In three samples (343, 362, and 441) K103N was detected at very low levels by LigAmp (2.6–5.4% of the viral population), and was also detected by ViroSeq and GeneSeq HIV. In all three cases, the ViroSeq and GeneSeq electropherograms were consistent with very low levels of the mutant strains. In validation studies, ViroSeq reliably detected mixtures present at 40% or more of the viral population, when the viral load was between 2000 and 5000
and GeneSeq HIV has been reported to reliably detect mixtures present at 10–20%.23
However, these assays clearly detect some mutations at lower levels in some samples. In a previous study, we analyzed samples with both ViroSeq and LigAmp for K103N detection. ViroSeq detected K103N in 71.4% of samples with a LigAmp result of 5–10% and in 16.9% of samples with a LigAmp result of 1–5%.18
In this report, LigAmp detected low-level NVP resistance mutations that were not detected by ViroSeq (12 mutations in 12 infants; only one of those mutations was detected by GeneSeq HIV). However, in 11 of those 12 infants, at least one other NVP mutation was detected by ViroSeq, so the LigAmp results did not change overall the resistance interpretation (yes/no for presence of NVP resistance). In other samples, LigAmp did not detect resistance mutations that were detected by ViroSeq (e.g., due to alternate codon use). Minority variants assays, such as LigAmp, are most useful in settings in which drug resistance mutations are likely to be present at low levels.

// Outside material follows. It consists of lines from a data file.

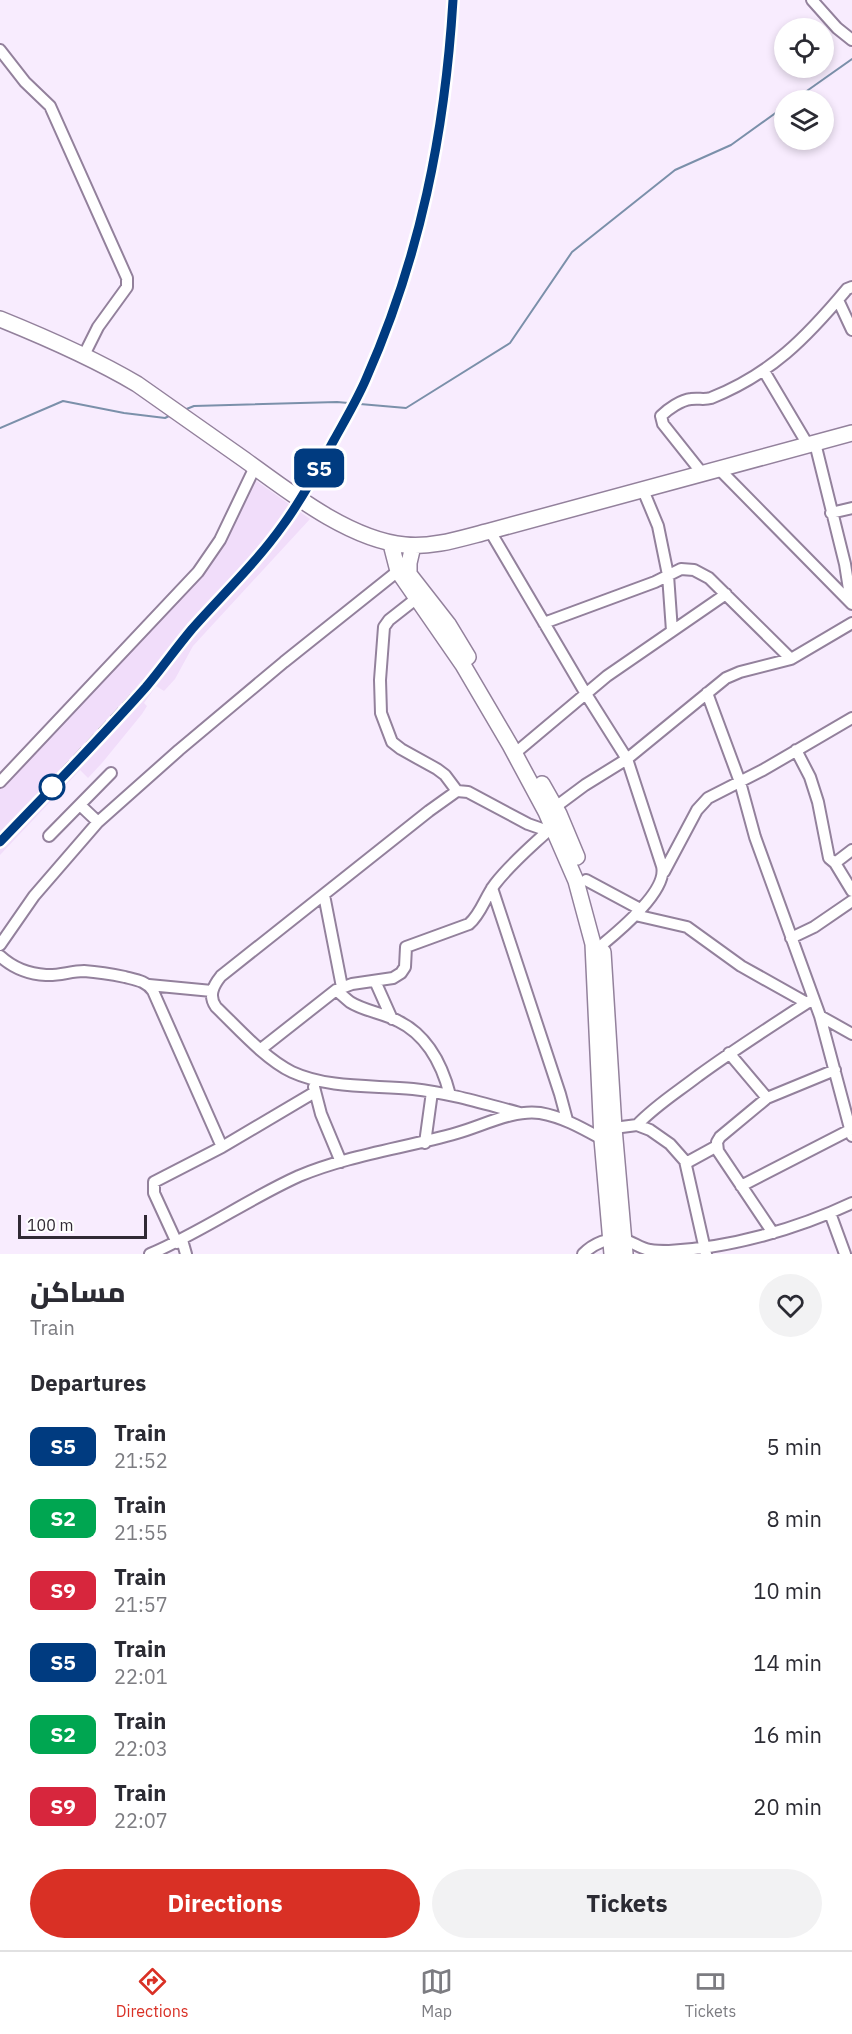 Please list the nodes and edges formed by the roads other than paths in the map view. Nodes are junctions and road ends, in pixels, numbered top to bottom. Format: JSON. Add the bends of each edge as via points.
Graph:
{"nodes":[{"id":1,"x":812,"y":0,"type":"edge"},
{"id":2,"x":852,"y":40,"type":"edge"},
{"id":3,"x":0,"y":50,"type":"edge"},
{"id":4,"x":852,"y":287,"type":"edge"},
{"id":5,"x":838,"y":300,"type":"junction"},
{"id":6,"x":0,"y":319,"type":"edge"},
{"id":7,"x":852,"y":330,"type":"edge"},
{"id":8,"x":84,"y":355,"type":"junction"},
{"id":9,"x":764,"y":371,"type":"junction"},
{"id":10,"x":852,"y":433,"type":"edge"},
{"id":11,"x":812,"y":444,"type":"junction"},
{"id":12,"x":255,"y":467,"type":"junction"},
{"id":13,"x":718,"y":468,"type":"junction"},
{"id":14,"x":702,"y":473,"type":"junction"},
{"id":15,"x":644,"y":490,"type":"junction"},
{"id":16,"x":852,"y":508,"type":"edge"},
{"id":17,"x":831,"y":513,"type":"junction"},
{"id":18,"x":490,"y":531,"type":"junction"},
{"id":19,"x":391,"y":544,"type":"junction"},
{"id":20,"x":413,"y":546,"type":"junction"},
{"id":21,"x":398,"y":571,"type":"junction"},
{"id":22,"x":668,"y":575,"type":"junction"},
{"id":23,"x":726,"y":594,"type":"junction"},
{"id":24,"x":417,"y":598,"type":"junction"},
{"id":25,"x":851,"y":603,"type":"edge"},
{"id":26,"x":544,"y":623,"type":"junction"},
{"id":27,"x":852,"y":623,"type":"edge"},
{"id":28,"x":672,"y":631,"type":"junction"},
{"id":29,"x":791,"y":659,"type":"junction"},
{"id":30,"x":707,"y":693,"type":"junction"},
{"id":31,"x":586,"y":694,"type":"junction"},
{"id":32,"x":852,"y":718,"type":"edge"},
{"id":33,"x":520,"y":749,"type":"junction"},
{"id":34,"x":796,"y":750,"type":"junction"},
{"id":35,"x":627,"y":759,"type":"junction"},
{"id":36,"x":111,"y":773,"type":"dead end"},
{"id":37,"x":0,"y":782,"type":"edge"},
{"id":38,"x":740,"y":782,"type":"junction"},
{"id":39,"x":457,"y":791,"type":"junction"},
{"id":40,"x":80,"y":805,"type":"junction"},
{"id":41,"x":553,"y":820,"type":"junction"},
{"id":42,"x":98,"y":822,"type":"junction"},
{"id":43,"x":49,"y":836,"type":"dead end"},
{"id":44,"x":852,"y":850,"type":"edge"},
{"id":45,"x":835,"y":863,"type":"junction"},
{"id":46,"x":664,"y":872,"type":"junction"},
{"id":47,"x":586,"y":880,"type":"junction"},
{"id":48,"x":492,"y":888,"type":"junction"},
{"id":49,"x":852,"y":891,"type":"edge"},
{"id":50,"x":324,"y":895,"type":"junction"},
{"id":51,"x":852,"y":901,"type":"edge"},
{"id":52,"x":637,"y":912,"type":"junction"},
{"id":53,"x":791,"y":938,"type":"junction"},
{"id":54,"x":603,"y":944,"type":"junction"},
{"id":55,"x":0,"y":945,"type":"edge"},
{"id":56,"x":0,"y":956,"type":"edge"},
{"id":57,"x":375,"y":981,"type":"junction"},
{"id":58,"x":149,"y":985,"type":"junction"},
{"id":59,"x":339,"y":988,"type":"junction"},
{"id":60,"x":212,"y":991,"type":"junction"},
{"id":61,"x":810,"y":1001,"type":"junction"},
{"id":62,"x":820,"y":1016,"type":"junction"},
{"id":63,"x":392,"y":1019,"type":"junction"},
{"id":64,"x":852,"y":1034,"type":"edge"},
{"id":65,"x":261,"y":1049,"type":"junction"},
{"id":66,"x":729,"y":1053,"type":"junction"},
{"id":67,"x":835,"y":1070,"type":"junction"},
{"id":68,"x":313,"y":1079,"type":"junction"},
{"id":69,"x":315,"y":1092,"type":"junction"},
{"id":70,"x":432,"y":1092,"type":"junction"},
{"id":71,"x":450,"y":1095,"type":"junction"},
{"id":72,"x":766,"y":1098,"type":"junction"},
{"id":73,"x":520,"y":1113,"type":"junction"},
{"id":74,"x":567,"y":1120,"type":"junction"},
{"id":75,"x":637,"y":1125,"type":"junction"},
{"id":76,"x":614,"y":1128,"type":"junction"},
{"id":77,"x":851,"y":1133,"type":"edge"},
{"id":78,"x":602,"y":1139,"type":"junction"},
{"id":79,"x":425,"y":1143,"type":"junction"},
{"id":80,"x":717,"y":1146,"type":"junction"},
{"id":81,"x":222,"y":1147,"type":"junction"},
{"id":82,"x":341,"y":1162,"type":"junction"},
{"id":83,"x":686,"y":1163,"type":"junction"},
{"id":84,"x":741,"y":1186,"type":"junction"},
{"id":85,"x":852,"y":1203,"type":"edge"},
{"id":86,"x":830,"y":1213,"type":"junction"},
{"id":87,"x":773,"y":1233,"type":"junction"},
{"id":88,"x":180,"y":1241,"type":"junction"},
{"id":89,"x":618,"y":1247,"type":"edge"},
{"id":90,"x":705,"y":1250,"type":"edge"},
{"id":91,"x":150,"y":1254,"type":"edge"},
{"id":92,"x":186,"y":1254,"type":"edge"},
{"id":93,"x":583,"y":1254,"type":"edge"},
{"id":94,"x":845,"y":1254,"type":"edge"}],
"edges":[{"from":1,"to":2,"type":"street"},
{"from":3,"to":8,"type":"street","via":[[50,106],[127,278],[127,287],[98,327]]},
{"from":4,"to":5,"type":"street"},
{"from":5,"to":7,"type":"street"},
{"from":5,"to":9,"type":"street","via":[[818,324]]},
{"from":6,"to":8,"type":"street"},
{"from":8,"to":12,"type":"street","via":[[137,384]]},
{"from":9,"to":11,"type":"street"},
{"from":9,"to":14,"type":"street","via":[[711,398],[686,400],[661,416]]},
{"from":10,"to":11,"type":"street"},
{"from":11,"to":13,"type":"street"},
{"from":11,"to":17,"type":"street"},
{"from":12,"to":19,"type":"street","via":[[353,531]]},
{"from":12,"to":37,"type":"street","via":[[220,540],[198,572]]},
{"from":13,"to":14,"type":"street"},
{"from":13,"to":25,"type":"street"},
{"from":14,"to":15,"type":"street"},
{"from":15,"to":18,"type":"street"},
{"from":15,"to":22,"type":"street","via":[[658,526]]},
{"from":16,"to":17,"type":"street"},
{"from":17,"to":25,"type":"street"},
{"from":18,"to":20,"type":"street"},
{"from":18,"to":26,"type":"street"},
{"from":19,"to":20,"type":"street"},
{"from":19,"to":21,"type":"street"},
{"from":20,"to":33,"type":"street","via":[[409,574],[448,624]]},
{"from":21,"to":24,"type":"street"},
{"from":21,"to":42,"type":"street","via":[[284,662]]},
{"from":22,"to":23,"type":"street","via":[[681,569],[694,570]]},
{"from":22,"to":26,"type":"street"},
{"from":22,"to":28,"type":"street"},
{"from":23,"to":28,"type":"street"},
{"from":23,"to":29,"type":"street"},
{"from":24,"to":39,"type":"street","via":[[384,627],[381,713],[392,742],[437,769]]},
{"from":24,"to":41,"type":"street","via":[[477,689]]},
{"from":26,"to":31,"type":"street"},
{"from":27,"to":29,"type":"street"},
{"from":28,"to":31,"type":"street"},
{"from":29,"to":30,"type":"street","via":[[733,675]]},
{"from":30,"to":35,"type":"street"},
{"from":30,"to":38,"type":"street"},
{"from":31,"to":33,"type":"street"},
{"from":31,"to":35,"type":"street"},
{"from":32,"to":34,"type":"street"},
{"from":33,"to":41,"type":"street"},
{"from":34,"to":38,"type":"street"},
{"from":34,"to":45,"type":"street","via":[[810,777],[829,858]]},
{"from":35,"to":41,"type":"street","via":[[585,784]]},
{"from":35,"to":46,"type":"street"},
{"from":36,"to":40,"type":"street"},
{"from":38,"to":46,"type":"street","via":[[703,803]]},
{"from":38,"to":53,"type":"street","via":[[754,837]]},
{"from":39,"to":41,"type":"street","via":[[468,792],[528,824]]},
{"from":39,"to":50,"type":"street"},
{"from":40,"to":42,"type":"street"},
{"from":40,"to":43,"type":"street"},
{"from":41,"to":47,"type":"street"},
{"from":41,"to":48,"type":"street"},
{"from":41,"to":78,"type":"street","via":[[576,881],[593,944]]},
{"from":42,"to":55,"type":"street","via":[[34,896]]},
{"from":44,"to":45,"type":"street"},
{"from":45,"to":49,"type":"street"},
{"from":46,"to":52,"type":"street","via":[[661,882]]},
{"from":47,"to":52,"type":"street"},
{"from":47,"to":54,"type":"street"},
{"from":48,"to":57,"type":"street","via":[[469,924],[406,947],[403,971],[393,978]]},
{"from":48,"to":74,"type":"street"},
{"from":50,"to":59,"type":"street"},
{"from":50,"to":60,"type":"street","via":[[221,976]]},
{"from":51,"to":53,"type":"street"},
{"from":52,"to":54,"type":"street"},
{"from":52,"to":61,"type":"street","via":[[687,927],[741,966]]},
{"from":53,"to":61,"type":"street"},
{"from":54,"to":76,"type":"street"},
{"from":56,"to":58,"type":"street","via":[[9,965],[47,975],[102,972]]},
{"from":57,"to":59,"type":"street"},
{"from":57,"to":63,"type":"street"},
{"from":58,"to":60,"type":"street"},
{"from":58,"to":81,"type":"street"},
{"from":59,"to":63,"type":"street","via":[[351,1003]]},
{"from":59,"to":65,"type":"street"},
{"from":60,"to":65,"type":"street","via":[[214,1005]]},
{"from":61,"to":62,"type":"street"},
{"from":61,"to":66,"type":"street"},
{"from":62,"to":64,"type":"street"},
{"from":62,"to":67,"type":"street"},
{"from":63,"to":71,"type":"street","via":[[428,1044]]},
{"from":65,"to":68,"type":"street","via":[[284,1067]]},
{"from":66,"to":72,"type":"street"},
{"from":66,"to":75,"type":"street","via":[[653,1108]]},
{"from":67,"to":72,"type":"street"},
{"from":67,"to":77,"type":"street"},
{"from":68,"to":69,"type":"street"},
{"from":68,"to":70,"type":"street"},
{"from":69,"to":81,"type":"street"},
{"from":69,"to":82,"type":"street"},
{"from":70,"to":71,"type":"street"},
{"from":70,"to":79,"type":"street"},
{"from":71,"to":73,"type":"street"},
{"from":72,"to":80,"type":"street","via":[[720,1137]]},
{"from":73,"to":74,"type":"street"},
{"from":73,"to":79,"type":"street"},
{"from":74,"to":78,"type":"street"},
{"from":75,"to":76,"type":"street"},
{"from":75,"to":83,"type":"street","via":[[670,1144]]},
{"from":76,"to":89,"type":"street"},
{"from":77,"to":84,"type":"street"},
{"from":78,"to":89,"type":"street"},
{"from":79,"to":82,"type":"street"},
{"from":80,"to":83,"type":"street"},
{"from":80,"to":84,"type":"street"},
{"from":81,"to":88,"type":"street","via":[[153,1185],[160,1208]]},
{"from":82,"to":88,"type":"street","via":[[291,1181]]},
{"from":83,"to":90,"type":"street"},
{"from":84,"to":87,"type":"street"},
{"from":85,"to":86,"type":"street"},
{"from":86,"to":87,"type":"street"},
{"from":86,"to":94,"type":"street"},
{"from":87,"to":90,"type":"street"},
{"from":88,"to":91,"type":"street"},
{"from":88,"to":92,"type":"street"},
{"from":89,"to":90,"type":"street"},
{"from":89,"to":93,"type":"street","via":[[597,1242]]}]}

For example, when we analyzed infants in the same cohort who were HIV infected after 6 weeks of age by breast-feeding (late-infected infants),3
LigAmp identified NVP resistance in six of eight infants tested; ViroSeq did not detect resistance in any of those infants, reflecting the low levels of the NVP-resistant HIV variants in those samples.3
LigAmp was also useful for analysis of the persistence of NVP resistance mutations in women and infants after sdNVP, since NVP-resistant variants often fade to levels that cannot be detected by ViroSeq within months of sdNVP exposure.16,30
Unlike population sequencing-based genotyping assays, LigAmp also provides information on the level of mutations in the viral population. For example, we were able to use LigAmp to show that the level of NVP-resistant variants in women after sdNVP exposure is influenced by HIV subtype31
and that repeated use of sdNVP is not associated with selection of higher levels of resistant variants.3
Unlike genotypic assays, the PhenoSense HIV assay provides a direct measure of drug susceptibility. We identified 12 samples with discordant results from GeneSeq HIV and PhenoSense HIV testing. In all but one case, GeneSeq HIV predicted resistance that was not detected by PhenoSense HIV. In 9 of 12 cases, the relevant mutations were present as mixtures. Previous studies have found genotypic assays to be more sensitive than phenotypic assays when resistant variants are present as mixtures.23
Variations in phenotypic susceptibility are also seen with some drug resistance mutations,23
which could explain detection of mutations in some samples that retain susceptibility in the PhenoSense HIV assay. Finally, some cases of genotypic–phenotypic discordance in non-subtype B samples may reflect limits in our understanding of resistance in diverse HIV strains.
This report provides a detailed comparison of four different resistance assays in a well-defined clinical cohort. In our cohort of 6-week-old infants exposed to NVP-based regimens for pMTCT, population sequencing-based methods (ViroSeq and GeneSeq HIV) were the most informative and had concordant results for 95% of the samples. LigAmp was useful for the detection and quantification of minority variants, but identified only one additional infant with NNRTI resistance. PhenoSense HIV provided a direct and quantitative measure of NNRTI susceptibility, but did not identify any additional infants with NNRTI resistance. In other settings, use of minority variants and phenotyping assays should be considered for analysis of resistance, depending on the study cohort, study design, and objectives.